Making Reading Viral

“When we read a good book, the first thing we do is talk about it to our friends, and then we end up giving it to them and they read it, and so on and so forth. I mean, look at Twilight.”

This is a loose paraphrasing of a line from a conversation that occurred last Monday among the middle school teachers in my district. The purpose of the meeting? An all-hands on deck chat about summer reading.

It’s almost Sisyphean. Every year I spend a good deal of time hemming and hawing over whether or not it’s worth doing and whether or not we are doing it right. I’ve come to realize that whether you assign it or not, you will always anger 50% of the school community.

With that realization comes some clarity. If we know that no one will be completely happy, we can focus on doing what we think is right.

The first step in that process is always to ask the staff. Yvette McNeal, our middle school principal, and I got everyone together in the media center during their lunch last Monday to gauge their feeling on summer reading. What should it look like? Should we be assessing? What was the point of it anyway?

The feedback was fantastic from all directions. Teachers discussing their issues with the summer reading from their own children’s school; their concern with the students who read too early in the summer as well as those who read the night before; their feeling that reading, reading anything, was extremely important for kids to do over the two months they are gone.

That last statement is where we began. Let’s ask them to read something. Anything.

And then let’s go back to the beginning of this post and look at the meaning behind that quote: reading is, and always be, a social endeavor. It’s driven by what we share, and a book’s life is determined by how many people buzz about it.

So this is what we decided to do:

  • Require reading, but give complete freedom in choosing what it consists of.
  • Show the community that we are passionate advocates of reading by doing it ourselves.
  • Making the act of reading and sharing publicly visible.
  • Making any “work” the students do in regards to the book an act that will promote what they read to the community.

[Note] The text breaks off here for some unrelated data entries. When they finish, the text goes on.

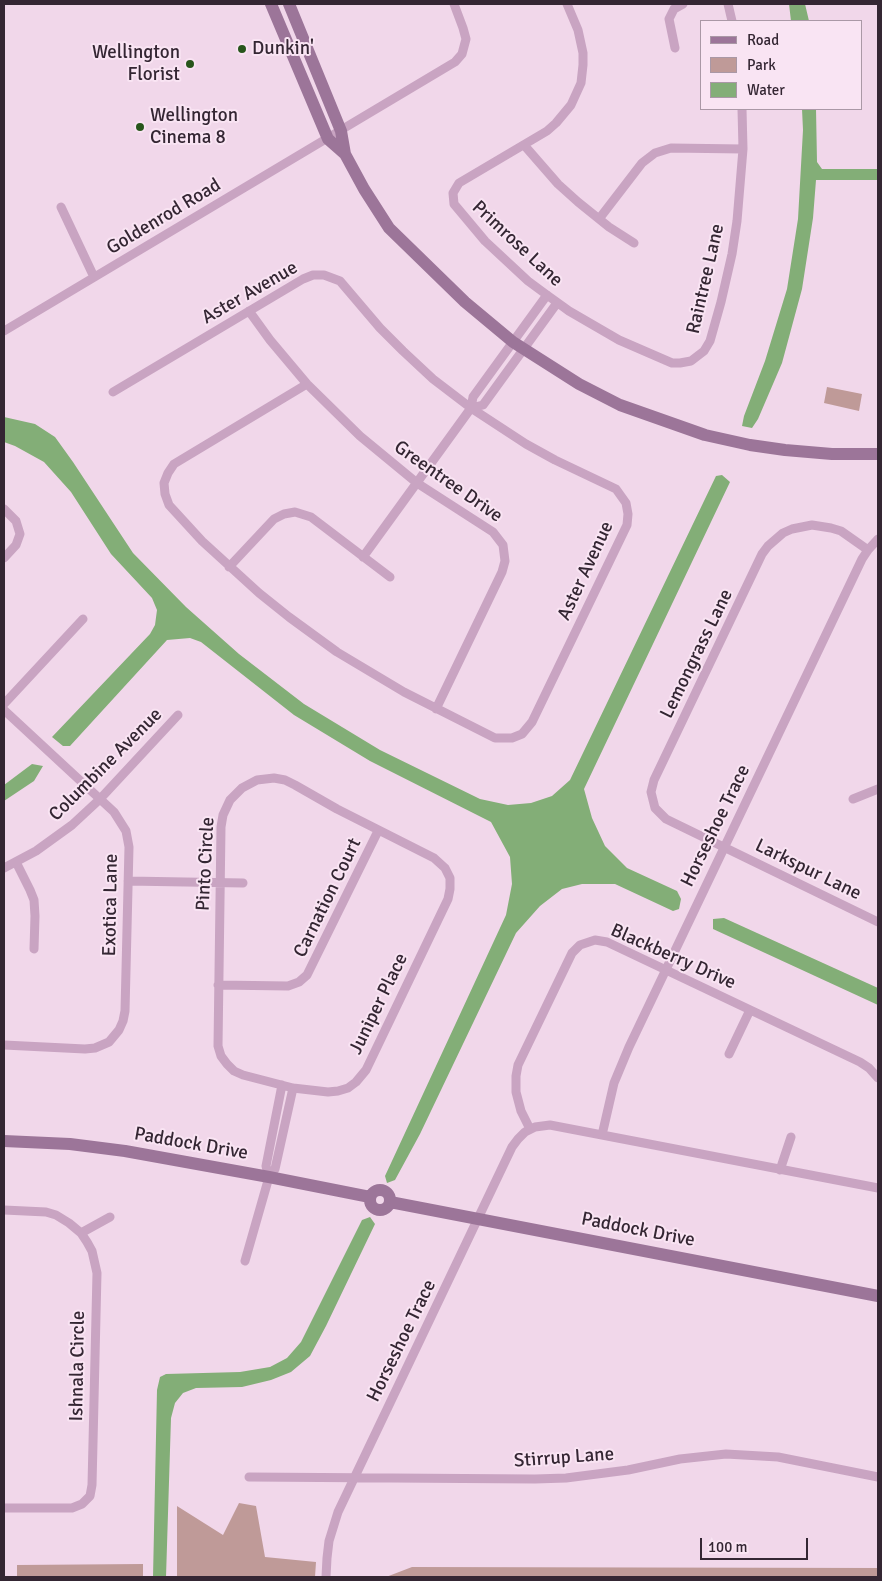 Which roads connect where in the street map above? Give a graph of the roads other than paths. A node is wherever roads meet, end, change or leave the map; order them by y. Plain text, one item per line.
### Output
1 (271, 4) edge
2 (288, 4) edge
3 (454, 4) edge
4 (567, 4) edge
5 (683, 4) edge
6 (728, 4) edge
7 (732, 20) edge
8 (674, 48) dead end
9 (742, 110) edge
10 (341, 131) junction
11 (328, 139) junction
12 (524, 144) junction
13 (743, 149) junction
14 (345, 154) junction
15 (61, 206) dead end
16 (599, 219) junction
17 (634, 243) dead end
18 (94, 277) junction
19 (546, 295) junction
20 (557, 303) junction
21 (249, 312) junction
22 (4, 331) edge
23 (518, 346) junction
24 (307, 384) junction
25 (113, 392) dead end
26 (471, 408) junction
27 (878, 454) edge
28 (417, 483) junction
29 (4, 509) edge
30 (878, 539) edge
31 (868, 550) junction
32 (363, 557) junction
33 (4, 558) edge
34 (229, 567) junction
35 (390, 577) dead end
36 (82, 619) dead end
37 (4, 704) edge
38 (4, 710) edge
39 (436, 710) junction
40 (178, 715) dead end
41 (878, 789) edge
42 (100, 799) junction
43 (853, 799) dead end
44 (378, 831) junction
45 (724, 848) junction
46 (16, 862) junction
47 (4, 868) edge
48 (450, 878) joint
49 (128, 881) junction
50 (220, 883) junction
51 (243, 883) dead end
52 (878, 922) edge
53 (34, 948) dead end
54 (666, 969) junction
55 (218, 985) junction
56 (750, 1010) junction
57 (4, 1045) edge
58 (729, 1054) dead end
59 (878, 1078) edge
60 (282, 1085) junction
61 (293, 1088) junction
62 (530, 1130) junction
63 (602, 1135) junction
64 (791, 1137) dead end
65 (4, 1141) edge
66 (780, 1170) junction
67 (269, 1177) junction
68 (878, 1188) edge
69 (4, 1210) edge
70 (110, 1217) dead end
71 (478, 1218) junction
72 (81, 1233) junction
73 (245, 1261) dead end
74 (878, 1296) edge
75 (878, 1477) edge
76 (249, 1478) dead end
77 (354, 1478) junction
78 (4, 1508) edge
79 (326, 1577) edge

1 - 11 street
2 - 10 street
3 - 10 street, Goldenrod Road
4 - 12 street, Primrose Lane
5 - 8 street
6 - 7 street
9 - 13 street, Raintree Lane
10 - 11 street, Goldenrod Road
10 - 14 street
11 - 14 street
11 - 18 street, Goldenrod Road
12 - 16 street
12 - 19 street, Primrose Lane
13 - 16 street
13 - 20 street, Raintree Lane
14 - 23 street
15 - 18 street
16 - 17 street
18 - 22 street, Goldenrod Road
19 - 20 street, Primrose Lane
19 - 23 street
20 - 23 street
21 - 24 street, Greentree Drive
21 - 25 street, Aster Avenue
21 - 26 street, Aster Avenue
23 - 26 street
23 - 27 street
24 - 28 street, Greentree Drive
24 - 34 street, Aster Avenue
26 - 28 street
26 - 39 street, Aster Avenue
28 - 32 street
28 - 39 street, Greentree Drive
29 - 33 street
30 - 31 street, Horseshoe Trace
31 - 45 street, Horseshoe Trace
31 - 45 street, Lemongrass Lane
32 - 34 street
32 - 35 street
34 - 39 street, Aster Avenue
36 - 37 street
38 - 42 street, Exotica Lane
40 - 42 street, Columbine Avenue
41 - 43 street
42 - 46 street, Columbine Avenue
42 - 49 street, Exotica Lane
44 - 48 street, Pinto Circle
44 - 50 street, Pinto Circle
44 - 55 street, Carnation Court
45 - 52 street, Larkspur Lane
45 - 54 street, Horseshoe Trace
46 - 47 street, Columbine Avenue
46 - 53 street
48 - 61 street, Juniper Place
49 - 50 street
49 - 57 street, Exotica Lane
50 - 51 street
50 - 55 street, Pinto Circle
54 - 56 street, Blackberry Drive
54 - 62 street, Blackberry Drive
54 - 63 street, Horseshoe Trace
55 - 60 street, Pinto Circle
56 - 58 street
56 - 59 street, Blackberry Drive
60 - 61 street, Pinto Circle
60 - 67 street
61 - 67 street
62 - 63 street
62 - 71 street, Horseshoe Trace
63 - 66 street
64 - 66 street
65 - 67 street, Paddock Drive
66 - 68 street
67 - 71 street, Paddock Drive
67 - 73 street
69 - 72 street, Ishnala Circle
70 - 72 street
71 - 74 street, Paddock Drive
71 - 77 street, Horseshoe Trace
72 - 78 street, Ishnala Circle
75 - 77 street, Stirrup Lane
76 - 77 street, Stirrup Lane
77 - 79 street, Horseshoe Trace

The first premise we started with is that of course we care about the reading students will do for us and with us, but we really care about the reading they will do in twenty or thirty years. We need to start them thinking about reading as a lifelong endeavor (thanks to Maria Clayton for that one). We will require them to read something over the summer in grades 5-8, but that something is up to them. Our media specialist is fast at work right now building suggested book and magazine lists for each grade level, but students have complete freedom to read anything else they want to.

We then began thinking about how we can show the community that this matters to us in visible ways. Taking a page from the work Ryan Bretag has been doing with his I.D.E.A., we began thinking about how books are shared. That’s where the quote came in. If we read something we love, the first thing we do is run and tell someone “Oh my god, you have to read this book–when I’m finished.” That’s what we want. We want viral reading. We saw it with Hunger Games. We saw it with Twilight, and before that with Harry Potter.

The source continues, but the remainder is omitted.